INSTRUCTIONS TO FOLLOW = In the copy of these records, include no pictures and change nothing else.

(Stored data entries)

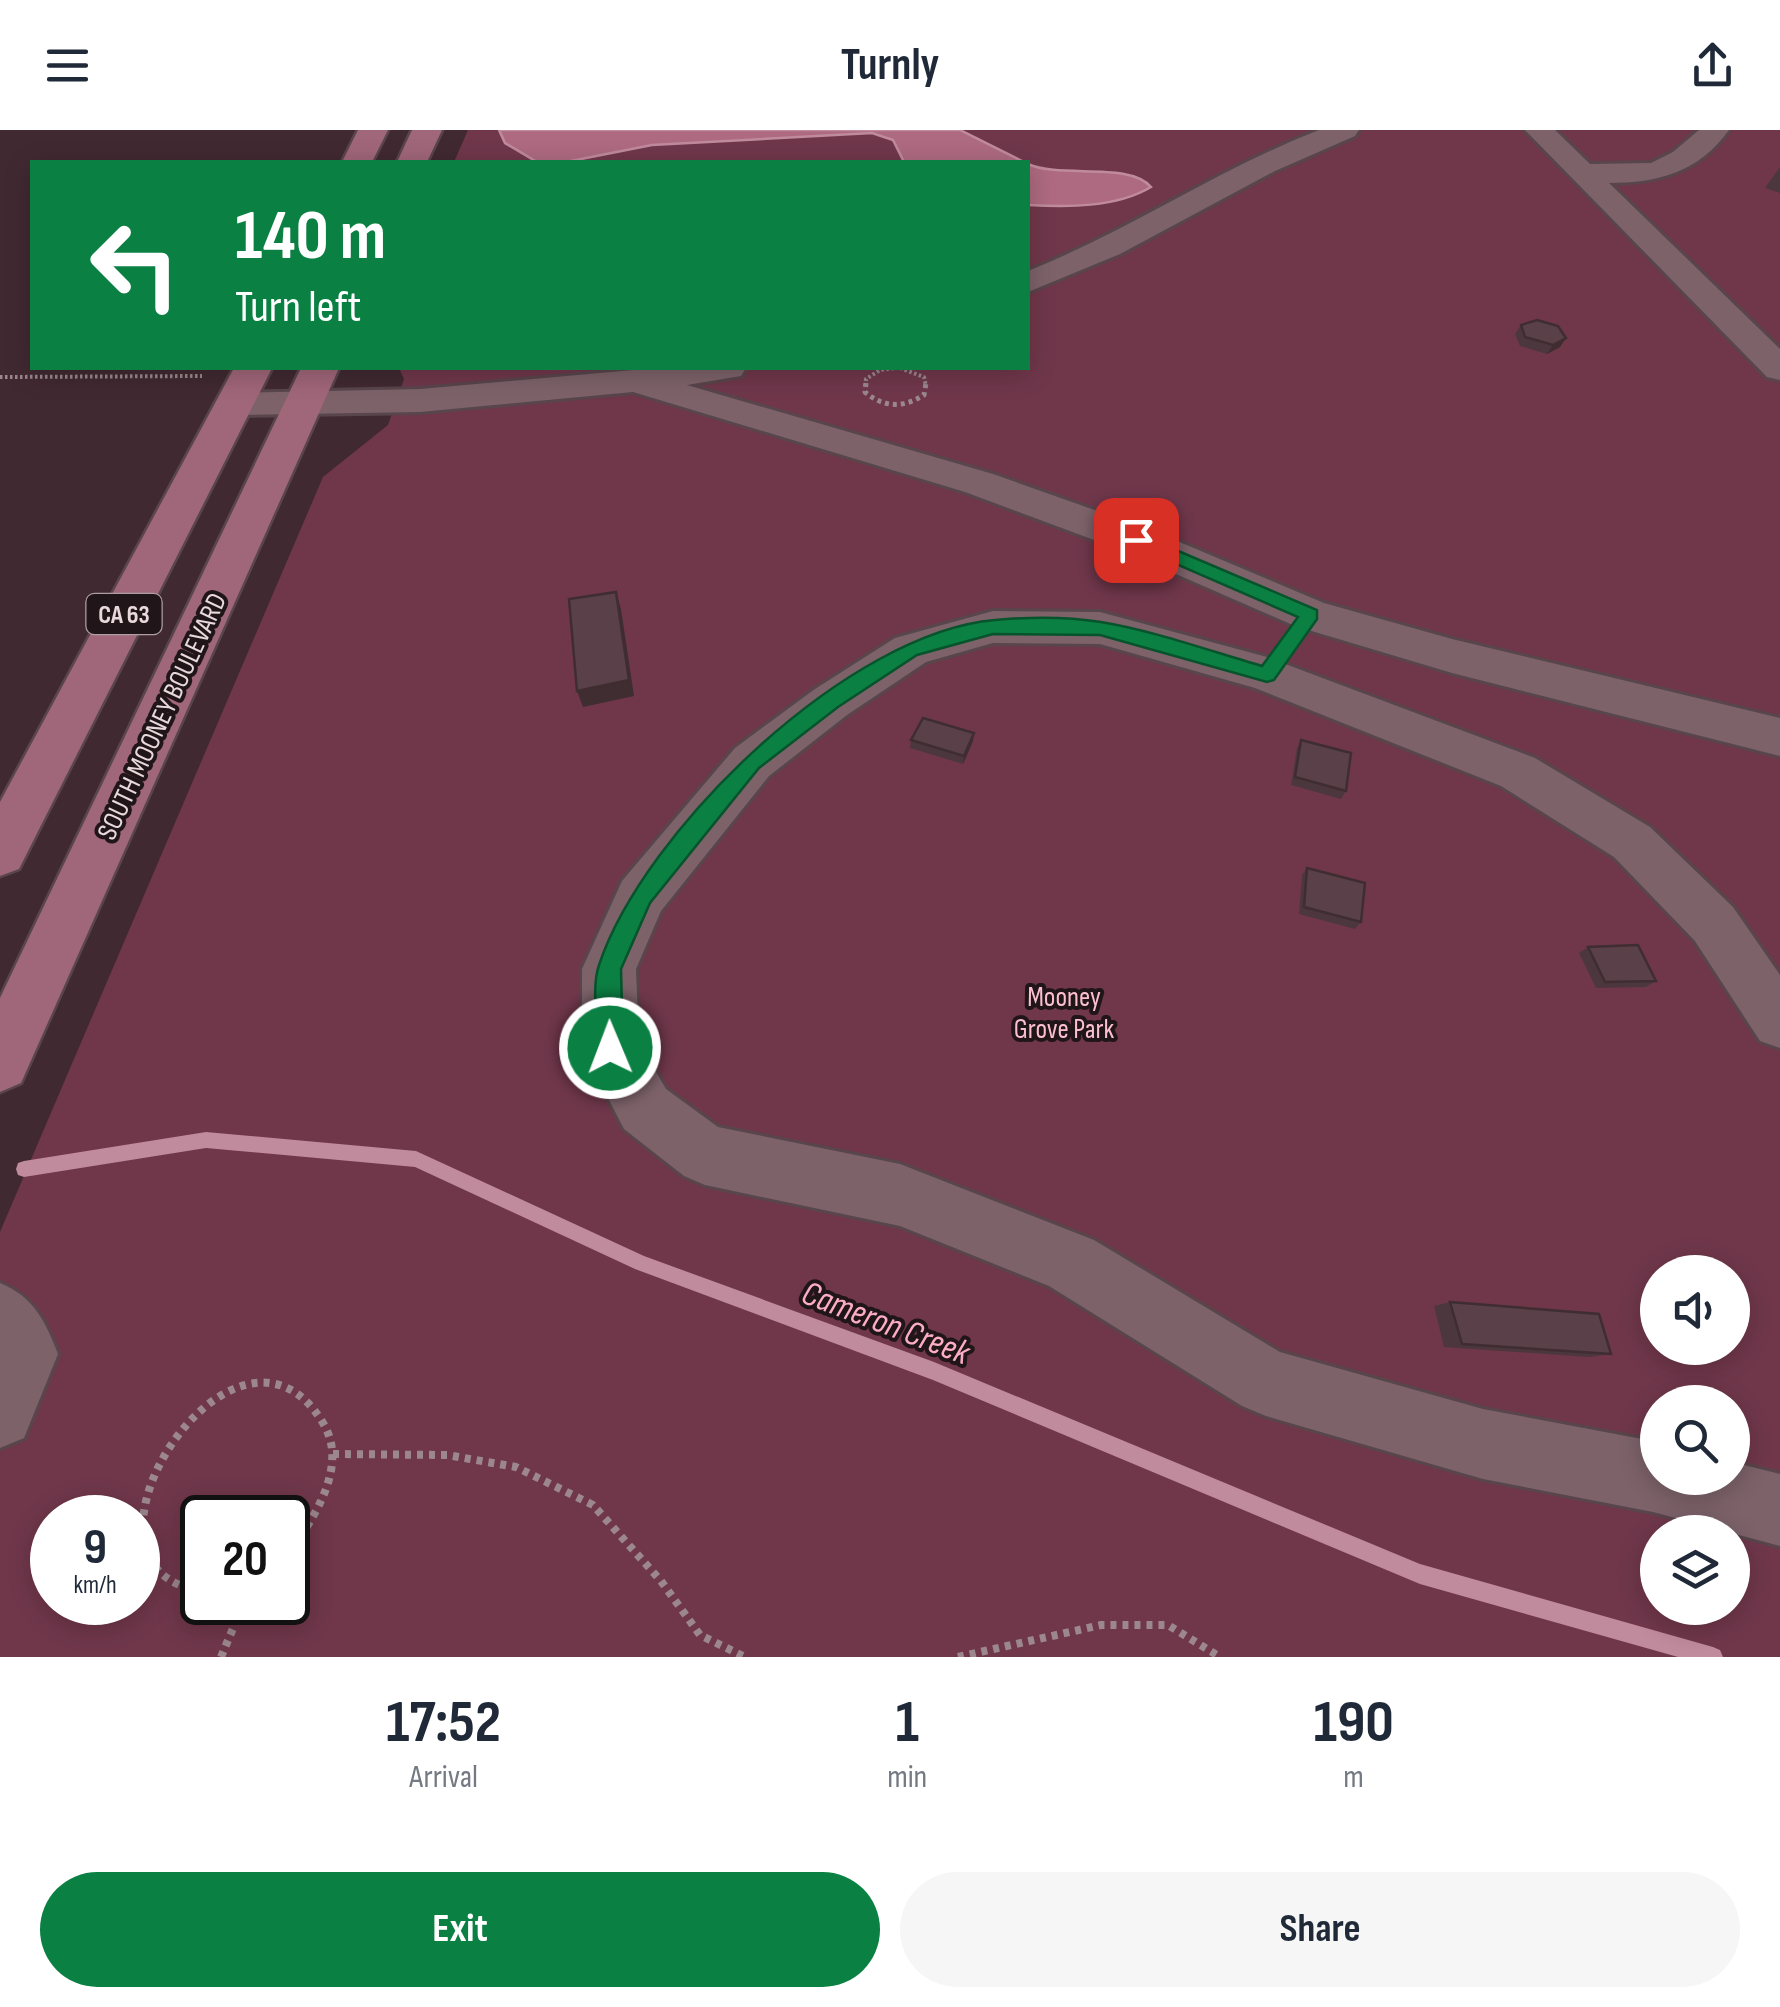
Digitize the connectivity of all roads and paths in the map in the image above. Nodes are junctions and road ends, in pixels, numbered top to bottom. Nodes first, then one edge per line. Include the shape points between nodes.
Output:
1 (373, 130) edge
2 (427, 130) edge
3 (1345, 130) edge
4 (1538, 130) edge
5 (1715, 130) edge
6 (358, 160) edge
7 (413, 160) edge
8 (1586, 173) junction
9 (1030, 281) edge
10 (1780, 369) edge
11 (715, 370) edge
12 (880, 370) edge
13 (904, 370) edge
14 (0, 377) edge
15 (245, 382) edge
16 (637, 382) junction
17 (312, 386) edge
18 (1310, 614) junction
19 (1267, 674) junction
20 (1780, 737) edge
21 (0, 852) edge
22 (1780, 1022) edge
23 (0, 1063) edge
24 (0, 1316) edge
25 (0, 1414) edge
26 (332, 1454) junction
27 (1640, 1474) edge
28 (1725, 1495) edge
29 (1780, 1510) edge
30 (310, 1525) edge
31 (180, 1584) edge
32 (234, 1625) edge
33 (221, 1657) edge
34 (745, 1657) edge
35 (958, 1657) edge
36 (1220, 1657) edge

1 - 6 main road
2 - 7 main road
3 - 9 lane via 1260,165
4 - 8 lane
5 - 8 lane via 1684,162 1664,171
8 - 10 lane
11 - 16 lane
12 - 13 path via 866,380 866,392 899,406 928,389 924,377
14 - 15 path
15 - 17 lane
15 - 21 main road, CA 63
16 - 17 lane
16 - 18 lane via 979,484 1136,540
17 - 23 main road, SOUTH MOONEY BOULEVARD / CA 63
18 - 19 lane
18 - 20 lane
19 - 22 lane via 1518,772 1632,842 1714,924
19 - 27 lane via 1100,628 993,627 911,650 752,762 641,896 609,969 610,1048 645,1109 705,1155 900,1195 1071,1263 1266,1382 1483,1444
24 - 25 lane via 25,1354
26 - 30 path via 327,1488
26 - 31 path via 314,1402 266,1383 221,1397 180,1430 158,1461 143,1529 151,1559
26 - 34 path via 447,1455 516,1467 593,1505 700,1635
28 - 29 lane
32 - 33 path
35 - 36 path via 1101,1625 1168,1625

SOLUTION FOR THIS PROBLEM =
Digitize the connectivity of all roads and paths in the map in the image above. Nodes are junctions and road ends, in pixels, numbered top to bottom. Nodes first, then one edge per line. Include the shape points between nodes.
Output:
1 (373, 130) edge
2 (427, 130) edge
3 (1345, 130) edge
4 (1538, 130) edge
5 (1715, 130) edge
6 (358, 160) edge
7 (413, 160) edge
8 (1586, 173) junction
9 (1030, 281) edge
10 (1780, 369) edge
11 (715, 370) edge
12 (880, 370) edge
13 (904, 370) edge
14 (0, 377) edge
15 (245, 382) edge
16 (637, 382) junction
17 (312, 386) edge
18 (1310, 614) junction
19 (1267, 674) junction
20 (1780, 737) edge
21 (0, 852) edge
22 (1780, 1022) edge
23 (0, 1063) edge
24 (0, 1316) edge
25 (0, 1414) edge
26 (332, 1454) junction
27 (1640, 1474) edge
28 (1725, 1495) edge
29 (1780, 1510) edge
30 (310, 1525) edge
31 (180, 1584) edge
32 (234, 1625) edge
33 (221, 1657) edge
34 (745, 1657) edge
35 (958, 1657) edge
36 (1220, 1657) edge

1 - 6 main road
2 - 7 main road
3 - 9 lane via 1260,165
4 - 8 lane
5 - 8 lane via 1684,162 1664,171
8 - 10 lane
11 - 16 lane
12 - 13 path via 866,380 866,392 899,406 928,389 924,377
14 - 15 path
15 - 17 lane
15 - 21 main road, CA 63
16 - 17 lane
16 - 18 lane via 979,484 1136,540
17 - 23 main road, SOUTH MOONEY BOULEVARD / CA 63
18 - 19 lane
18 - 20 lane
19 - 22 lane via 1518,772 1632,842 1714,924
19 - 27 lane via 1100,628 993,627 911,650 752,762 641,896 609,969 610,1048 645,1109 705,1155 900,1195 1071,1263 1266,1382 1483,1444
24 - 25 lane via 25,1354
26 - 30 path via 327,1488
26 - 31 path via 314,1402 266,1383 221,1397 180,1430 158,1461 143,1529 151,1559
26 - 34 path via 447,1455 516,1467 593,1505 700,1635
28 - 29 lane
32 - 33 path
35 - 36 path via 1101,1625 1168,1625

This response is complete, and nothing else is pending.